Noch vor dem Jahr 800 vermittelte Karl der Große die Armreliquie des Hl. Benedikt, worauf der Name des Klosters in „Benedictoburanum“ geändert wurde, was soviel heißt wie „Haus oder Kloster, das in besonderer Weise dem Hl. Benedikt geweiht ist“.
Schon zur Karolingerzeit verfügte das Kloster über eine bedeutende Schreibstube. Die erste große Blütezeit wurde durch die Überfälle der Ungarn 955 beendet. Das Kloster war zerstört und fast alle Mönche kamen ums Leben.
Mit Unterstützung des Hl. Ulrich von Augsburg erfolgte der Wiederaufbau. 1031 besiedelte Kaiser Konrad II. das Kloster mit Benediktinern aus Tegernsee.
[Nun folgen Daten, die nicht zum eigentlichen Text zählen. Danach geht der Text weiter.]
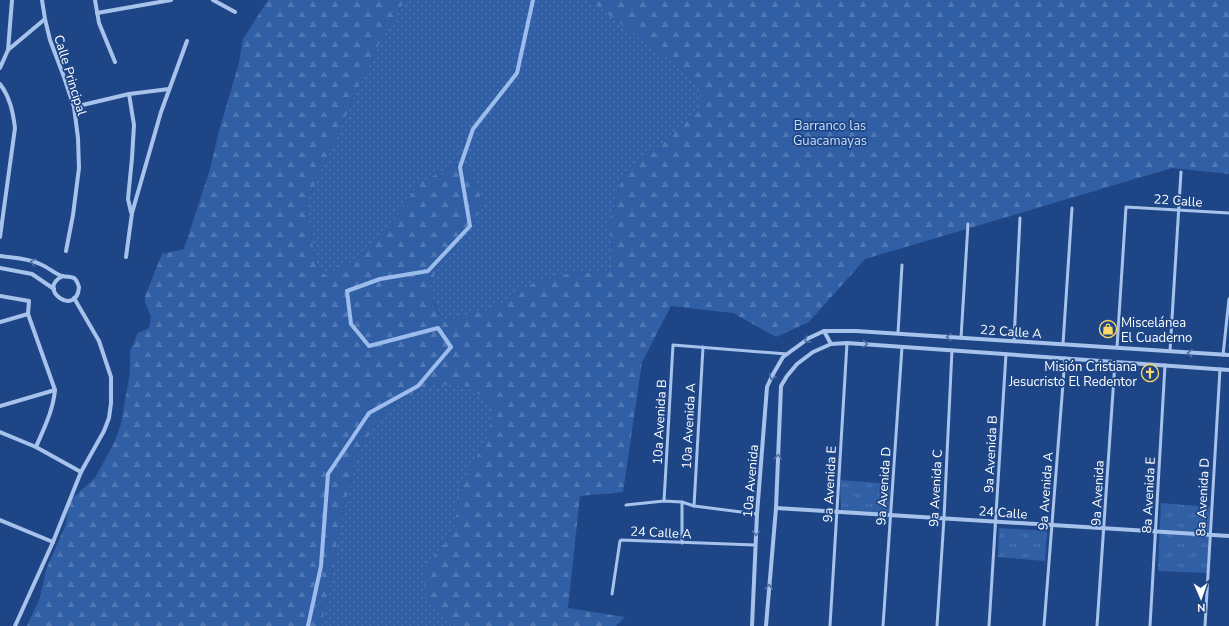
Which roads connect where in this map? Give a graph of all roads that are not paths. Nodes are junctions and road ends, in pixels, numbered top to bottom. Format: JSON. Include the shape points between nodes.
{"nodes":[{"id":1,"x":12,"y":0,"type":"edge"},
{"id":2,"x":42,"y":0,"type":"edge"},
{"id":3,"x":95,"y":0,"type":"edge"},
{"id":4,"x":171,"y":0,"type":"edge"},
{"id":5,"x":213,"y":0,"type":"edge"},
{"id":6,"x":235,"y":12,"type":"dead end"},
{"id":7,"x":96,"y":13,"type":"junction"},
{"id":8,"x":45,"y":19,"type":"junction"},
{"id":9,"x":187,"y":41,"type":"dead end"},
{"id":10,"x":8,"y":50,"type":"junction"},
{"id":11,"x":115,"y":62,"type":"dead end"},
{"id":12,"x":0,"y":68,"type":"edge"},
{"id":13,"x":0,"y":84,"type":"edge"},
{"id":14,"x":169,"y":88,"type":"junction"},
{"id":15,"x":129,"y":94,"type":"junction"},
{"id":16,"x":74,"y":107,"type":"junction"},
{"id":17,"x":1181,"y":172,"type":"dead end"},
{"id":18,"x":1072,"y":208,"type":"dead end"},
{"id":19,"x":1179,"y":210,"type":"junction"},
{"id":20,"x":132,"y":213,"type":"junction"},
{"id":21,"x":1229,"y":213,"type":"edge"},
{"id":22,"x":1020,"y":218,"type":"dead end"},
{"id":23,"x":968,"y":224,"type":"dead end"},
{"id":24,"x":0,"y":237,"type":"edge"},
{"id":25,"x":66,"y":251,"type":"dead end"},
{"id":26,"x":0,"y":256,"type":"edge"},
{"id":27,"x":126,"y":257,"type":"dead end"},
{"id":28,"x":902,"y":265,"type":"dead end"},
{"id":29,"x":0,"y":268,"type":"edge"},
{"id":30,"x":63,"y":276,"type":"junction"},
{"id":31,"x":54,"y":289,"type":"junction"},
{"id":32,"x":0,"y":296,"type":"edge"},
{"id":33,"x":74,"y":298,"type":"junction"},
{"id":34,"x":1229,"y":299,"type":"edge"},
{"id":35,"x":28,"y":314,"type":"junction"},
{"id":36,"x":0,"y":322,"type":"edge"},
{"id":37,"x":824,"y":331,"type":"junction"},
{"id":38,"x":898,"y":334,"type":"junction"},
{"id":39,"x":961,"y":338,"type":"junction"},
{"id":40,"x":1014,"y":341,"type":"junction"},
{"id":41,"x":847,"y":343,"type":"junction"},
{"id":42,"x":831,"y":344,"type":"junction"},
{"id":43,"x":1063,"y":344,"type":"junction"},
{"id":44,"x":703,"y":347,"type":"junction"},
{"id":45,"x":796,"y":347,"type":"joint"},
{"id":46,"x":902,"y":347,"type":"junction"},
{"id":47,"x":1117,"y":347,"type":"junction"},
{"id":48,"x":952,"y":350,"type":"junction"},
{"id":49,"x":1170,"y":351,"type":"junction"},
{"id":50,"x":813,"y":352,"type":"joint"},
{"id":51,"x":787,"y":354,"type":"junction"},
{"id":52,"x":1006,"y":354,"type":"junction"},
{"id":53,"x":1222,"y":355,"type":"junction"},
{"id":54,"x":1229,"y":355,"type":"edge"},
{"id":55,"x":1065,"y":358,"type":"junction"},
{"id":56,"x":1114,"y":362,"type":"junction"},
{"id":57,"x":1165,"y":365,"type":"junction"},
{"id":58,"x":1220,"y":369,"type":"junction"},
{"id":59,"x":1229,"y":370,"type":"edge"},
{"id":60,"x":56,"y":390,"type":"junction"},
{"id":61,"x":0,"y":406,"type":"edge"},
{"id":62,"x":0,"y":432,"type":"edge"},
{"id":63,"x":36,"y":447,"type":"junction"},
{"id":64,"x":82,"y":472,"type":"junction"},
{"id":65,"x":664,"y":501,"type":"junction"},
{"id":66,"x":682,"y":502,"type":"junction"},
{"id":67,"x":626,"y":505,"type":"dead end"},
{"id":68,"x":694,"y":506,"type":"junction"},
{"id":69,"x":776,"y":508,"type":"junction"},
{"id":70,"x":838,"y":512,"type":"junction"},
{"id":71,"x":757,"y":514,"type":"junction"},
{"id":72,"x":891,"y":515,"type":"junction"},
{"id":73,"x":944,"y":518,"type":"junction"},
{"id":74,"x":0,"y":520,"type":"edge"},
{"id":75,"x":996,"y":522,"type":"junction"},
{"id":76,"x":1053,"y":525,"type":"junction"},
{"id":77,"x":1104,"y":528,"type":"junction"},
{"id":78,"x":1156,"y":531,"type":"junction"},
{"id":79,"x":1210,"y":535,"type":"junction"},
{"id":80,"x":1229,"y":536,"type":"edge"},
{"id":81,"x":53,"y":542,"type":"junction"},
{"id":82,"x":682,"y":543,"type":"junction"},
{"id":83,"x":755,"y":545,"type":"junction"},
{"id":84,"x":612,"y":594,"type":"dead end"},
{"id":85,"x":15,"y":626,"type":"edge"},
{"id":86,"x":752,"y":626,"type":"edge"},
{"id":87,"x":766,"y":626,"type":"edge"},
{"id":88,"x":830,"y":626,"type":"edge"},
{"id":89,"x":883,"y":626,"type":"edge"},
{"id":90,"x":937,"y":626,"type":"edge"},
{"id":91,"x":989,"y":626,"type":"edge"},
{"id":92,"x":1044,"y":626,"type":"edge"},
{"id":93,"x":1097,"y":626,"type":"edge"},
{"id":94,"x":1150,"y":626,"type":"edge"},
{"id":95,"x":1205,"y":626,"type":"edge"}],
"edges":[{"from":1,"to":10,"type":"street"},
{"from":2,"to":8,"type":"street","name":"Calle Principal"},
{"from":3,"to":7,"type":"street"},
{"from":4,"to":7,"type":"street"},
{"from":5,"to":6,"type":"street"},
{"from":7,"to":11,"type":"street"},
{"from":8,"to":10,"type":"street"},
{"from":8,"to":16,"type":"street","name":"Calle Principal"},
{"from":9,"to":14,"type":"street"},
{"from":10,"to":12,"type":"street"},
{"from":13,"to":24,"type":"street","via":[[13,112],[15,128]]},
{"from":14,"to":15,"type":"street"},
{"from":14,"to":20,"type":"street"},
{"from":15,"to":16,"type":"street"},
{"from":15,"to":20,"type":"street","via":[[134,125],[128,199]]},
{"from":16,"to":25,"type":"street","name":"Calle Principal","via":[[79,168]]},
{"from":17,"to":19,"type":"lane"},
{"from":18,"to":43,"type":"lane"},
{"from":19,"to":21,"type":"lane","name":"22 Calle"},
{"from":19,"to":47,"type":"lane","name":"22 Calle","via":[[1126,207]]},
{"from":19,"to":49,"type":"lane"},
{"from":20,"to":27,"type":"street"},
{"from":22,"to":40,"type":"lane"},
{"from":23,"to":39,"type":"lane"},
{"from":30,"to":26,"type":"street","one_way":true,"via":[[40,263]]},
{"from":28,"to":38,"type":"lane"},
{"from":29,"to":31,"type":"street","via":[[32,274]]},
{"from":30,"to":31,"type":"street","via":[[56,281]]},
{"from":30,"to":33,"type":"street","via":[[71,277],[78,282],[79,291]]},
{"from":31,"to":33,"type":"street","via":[[59,298]]},
{"from":32,"to":35,"type":"street","via":[[29,301]]},
{"from":33,"to":64,"type":"street","via":[[99,341],[112,377],[109,418]]},
{"from":34,"to":53,"type":"lane"},
{"from":35,"to":36,"type":"street"},
{"from":35,"to":60,"type":"street"},
{"from":37,"to":38,"type":"street","name":"22 Calle A"},
{"from":37,"to":42,"type":"street"},
{"from":37,"to":45,"type":"street","name":"22 Calle A","one_way":true},
{"from":39,"to":38,"type":"street","name":"22 Calle A","one_way":true},
{"from":39,"to":40,"type":"street","name":"22 Calle A"},
{"from":40,"to":43,"type":"street","name":"22 Calle A"},
{"from":41,"to":42,"type":"street","name":"22 Calle A"},
{"from":41,"to":46,"type":"street","name":"22 Calle A","one_way":true},
{"from":41,"to":70,"type":"lane","name":"9a Avenida E"},
{"from":42,"to":50,"type":"street","name":"22 Calle A"},
{"from":43,"to":47,"type":"street","name":"22 Calle A"},
{"from":44,"to":51,"type":"lane"},
{"from":44,"to":65,"type":"lane","name":"10a Avenida B","via":[[673,345]]},
{"from":44,"to":68,"type":"lane","name":"10a Avenida A"},
{"from":45,"to":51,"type":"street","name":"10a Avenida"},
{"from":46,"to":48,"type":"street","name":"22 Calle A"},
{"from":46,"to":72,"type":"lane","name":"9a Avenida D"},
{"from":47,"to":49,"type":"street","name":"22 Calle A"},
{"from":48,"to":52,"type":"street","name":"22 Calle A"},
{"from":48,"to":73,"type":"lane","name":"9a Avenida C"},
{"from":53,"to":49,"type":"street","name":"22 Calle A","one_way":true},
{"from":69,"to":50,"type":"street","name":"10a Avenida","one_way":true,"via":[[781,386],[797,364]]},
{"from":51,"to":71,"type":"street","name":"10a Avenida","one_way":true,"via":[[767,387]]},
{"from":52,"to":55,"type":"street","name":"22 Calle A"},
{"from":52,"to":75,"type":"lane","name":"9a Avenida B"},
{"from":53,"to":54,"type":"street","name":"22 Calle A"},
{"from":55,"to":56,"type":"street","name":"22 Calle A"},
{"from":55,"to":76,"type":"lane","name":"9a Avenida A"},
{"from":56,"to":57,"type":"street","name":"22 Calle A"},
{"from":56,"to":77,"type":"lane","name":"9a Avenida"},
{"from":57,"to":58,"type":"street","name":"22 Calle A"},
{"from":57,"to":78,"type":"lane","name":"8a Avenida E"},
{"from":58,"to":59,"type":"street","name":"22 Calle A"},
{"from":58,"to":79,"type":"lane","name":"8a Avenida D"},
{"from":60,"to":61,"type":"street"},
{"from":60,"to":63,"type":"street","via":[[49,418]]},
{"from":62,"to":63,"type":"street"},
{"from":63,"to":64,"type":"street"},
{"from":64,"to":81,"type":"street"},
{"from":65,"to":66,"type":"lane"},
{"from":65,"to":67,"type":"lane"},
{"from":66,"to":68,"type":"lane"},
{"from":66,"to":82,"type":"lane"},
{"from":68,"to":71,"type":"lane"},
{"from":69,"to":70,"type":"street","name":"24 Calle"},
{"from":87,"to":69,"type":"street","name":"10a Avenida","one_way":true},
{"from":70,"to":72,"type":"street","name":"24 Calle"},
{"from":70,"to":88,"type":"lane","name":"9a Avenida E"},
{"from":71,"to":83,"type":"street","name":"10a Avenida","one_way":true},
{"from":72,"to":73,"type":"street","name":"24 Calle"},
{"from":72,"to":89,"type":"lane","name":"9a Avenida D"},
{"from":73,"to":75,"type":"street","name":"24 Calle"},
{"from":73,"to":90,"type":"lane","name":"9a Avenida C"},
{"from":74,"to":81,"type":"street"},
{"from":75,"to":76,"type":"street","name":"24 Calle"},
{"from":75,"to":91,"type":"lane","name":"9a Avenida B"},
{"from":76,"to":77,"type":"street","name":"24 Calle"},
{"from":76,"to":92,"type":"lane","name":"9a Avenida A"},
{"from":77,"to":78,"type":"street","name":"24 Calle"},
{"from":77,"to":93,"type":"lane","name":"9a Avenida"},
{"from":78,"to":79,"type":"street","name":"24 Calle"},
{"from":78,"to":94,"type":"lane","name":"8a Avenida E"},
{"from":79,"to":80,"type":"street","name":"24 Calle"},
{"from":79,"to":95,"type":"lane","name":"8a Avenida D"},
{"from":81,"to":85,"type":"street"},
{"from":82,"to":83,"type":"lane","name":"24 Calle A"},
{"from":82,"to":84,"type":"lane","name":"24 Calle A","via":[[620,540]]},
{"from":83,"to":86,"type":"street","name":"10a Avenida"}]}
An ihrer Spitze stand der Reformabt Ellinger, der die Observanz der benediktinischen Regel wiedereinführte und die Klosterschule neu gründete.
Mehrere Familien aus dem Bereich der weltlichen Siedlung machten sich 1048 unter Führung von wegekundigen Mönchen auf den Weg über die Alpen, um einer Hungersnot zu entkommen. Sie siedelten sich auf den Hochflächen der Lessinischen Berge zwischen Rovereto und Verona an und wurden als „Cimbri“, also „Zimbern“ bezeichnet. Zimbrisch, das viele Verbindungen zur bayerischen Sprache vergangener Jahrhunderte aufweist, ist heute allerdings nur noch im kleinen Dorf Lusern lebendig.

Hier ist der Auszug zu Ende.